64Cu-Labeled Oxo-DO3A-conjugated trastuzumab and PCTA-conjugated trastuzumab

Excerpt

A bifunctional chelating agent (BFC) such as 1,4,7,10-tetraazacyclododecane-1,4,7,10-tetraacetic acid (DOTA) is often used to link a radionuclide with a monoclonal antibody (mAb) for the targeted imaging or radioimmunotherapy of cancers (1). However, a major limitation of using BFCs is that harsh reaction conditions such as high temperatures are required to facilitate the formation of the radionuclide-BFC complex (2). In addition, these complexes are not very stable in vivo. Ferreira et al. developed two BFCs, 1-oxa-4,7,10-triazacyclododecane-S-5-(4-nitrobenzyl)-4,7,10-triacetic acid (p-NO(2)-Bn-Oxo-DO3A) and 3,6,9,15-tetraazabicyclo[9.3.1]pentadeca-1(15),11,13-triene-S-4-(4-nitrobenzyl)-3,6,9-triacetic acid (p-NO(2)-Bn-PCTA), and showed that these chelators produced stable radiolabeled complexes with ⁶⁴Cu under mild conditions ([⁶⁴Cu]-Oxo-DO3A and [⁶⁴Cu]-PCTA) (3). A preliminary ex vivo biodistribution study in mice showed that, compared with [⁶⁴Cu]-DOTA, there was a lower accumulation of radioactivity in the liver with [⁶⁴Cu]-Oxo-DO3A and [⁶⁴Cu]-PCTA. It was also observed that clearance of the label from the kidneys of the animals was faster with [⁶⁴Cu]-PCTA than with either [⁶⁴Cu]-Oxo-DO3A or [⁶⁴Cu]-DOTA (3).
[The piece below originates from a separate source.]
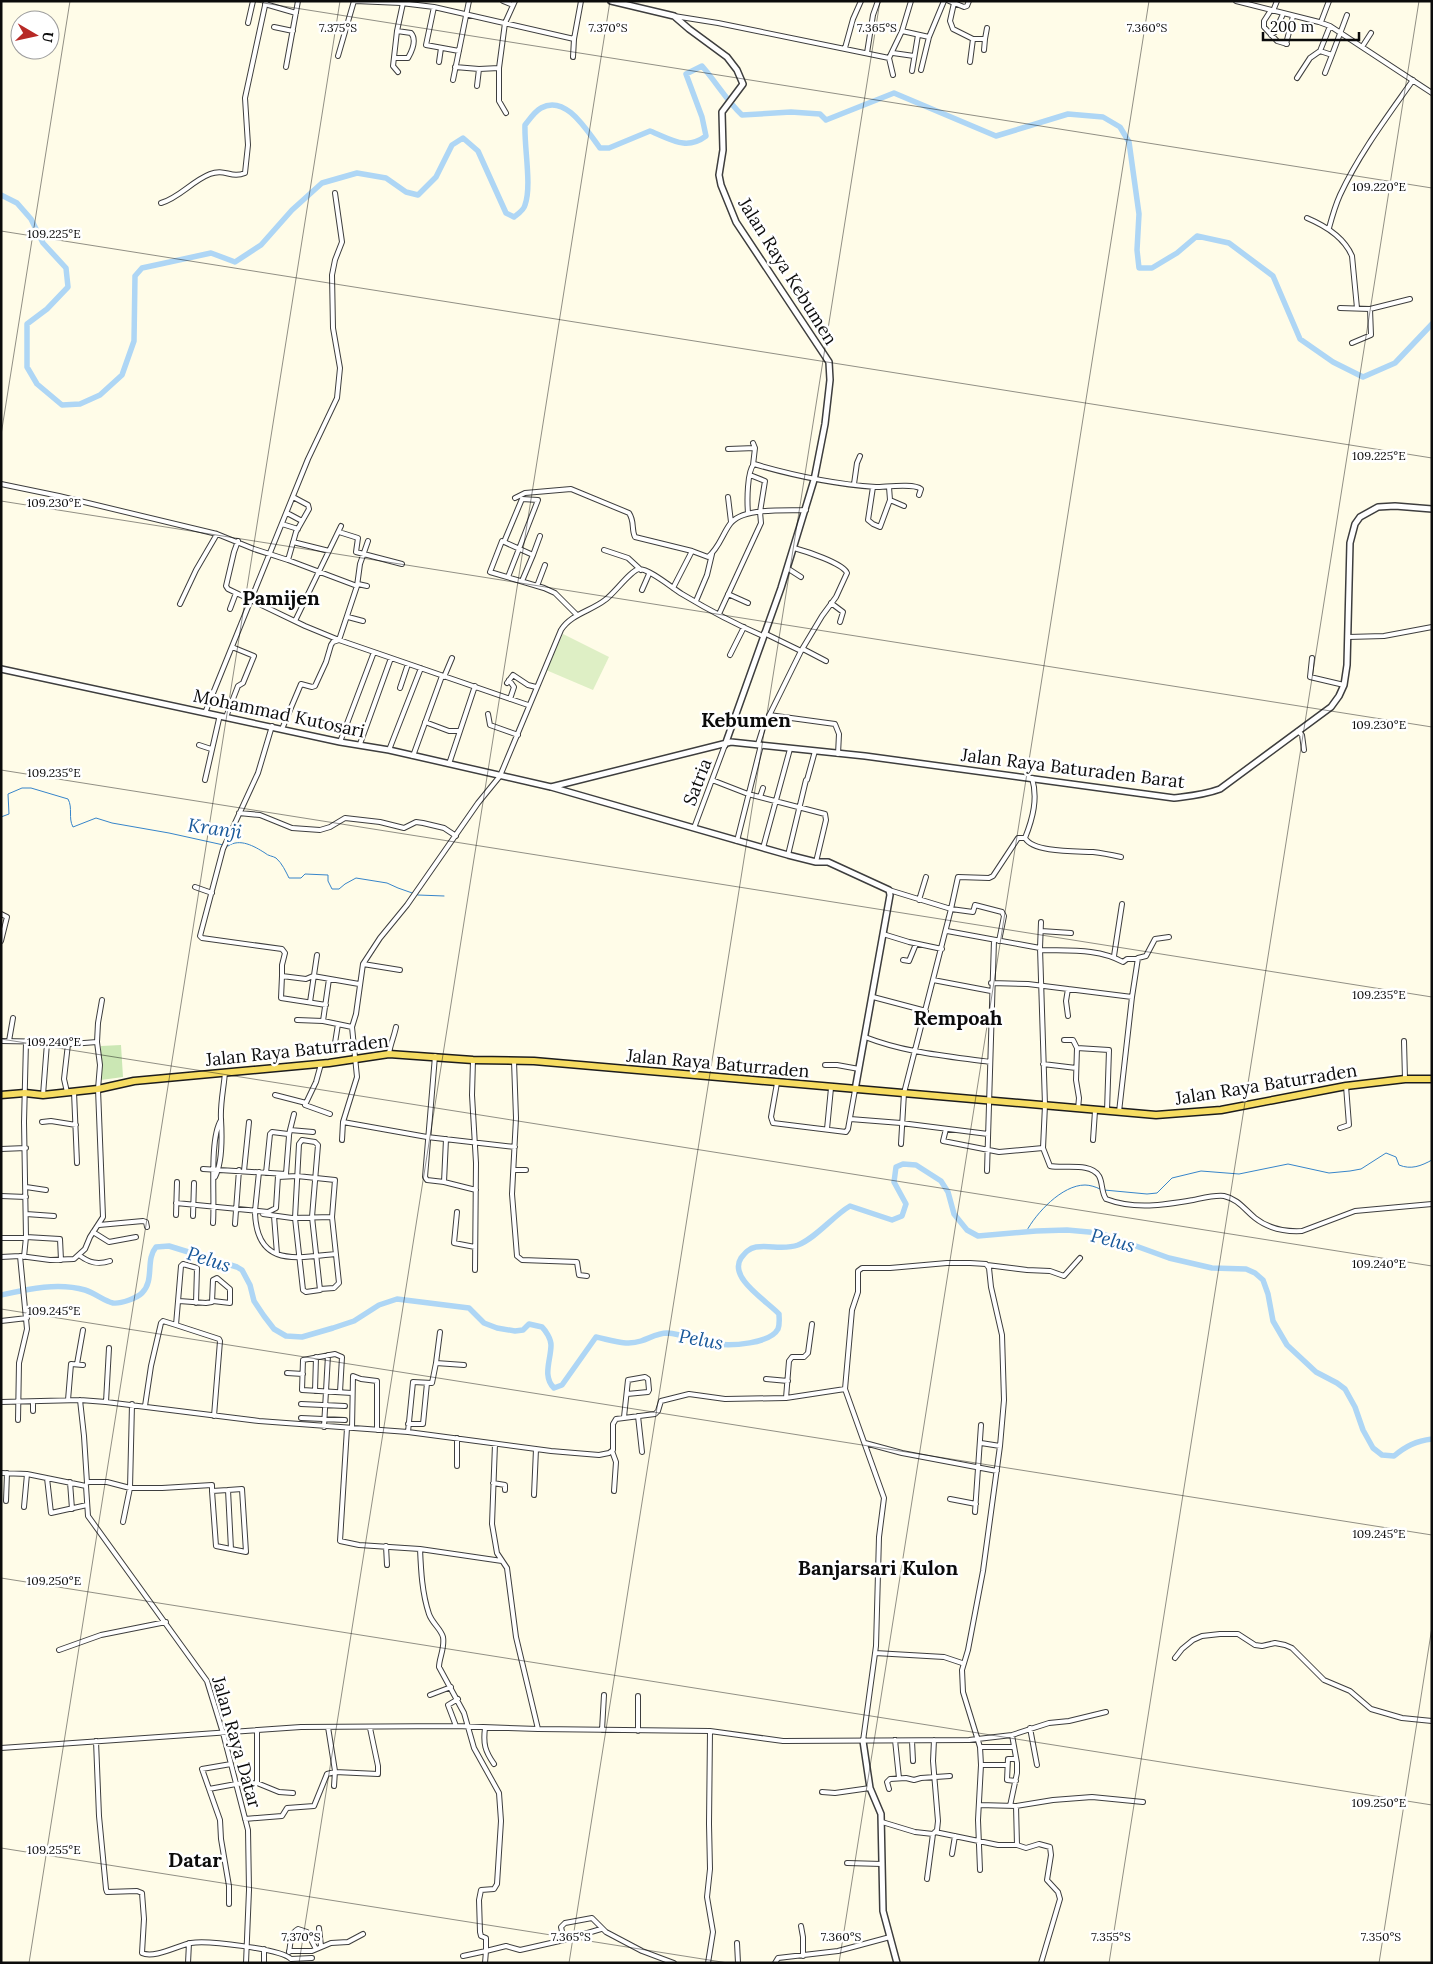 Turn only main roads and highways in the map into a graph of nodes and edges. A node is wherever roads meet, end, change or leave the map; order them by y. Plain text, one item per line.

Trastuzumab is a monoclonal antibody (mAb) that targets the HER2/neu receptor, which is overexpressed in several types of cancer and is indicative of a poor prognosis for the patient (4). This mAb was approved by the United States Food and Drug Administration for the treatment of various cancers, and its radiolabeled form has been evaluated for the detection and radioimmunotherapy of the disease (5). Because the characteristics and applications of trastuzumab are well understood, Ferreira et al. investigated and compared the in vitro and in vivo properties of the ⁶⁴Cu-labeled PCTA, Oxo-DO3A, and DOTA conjugates of this mAb (2).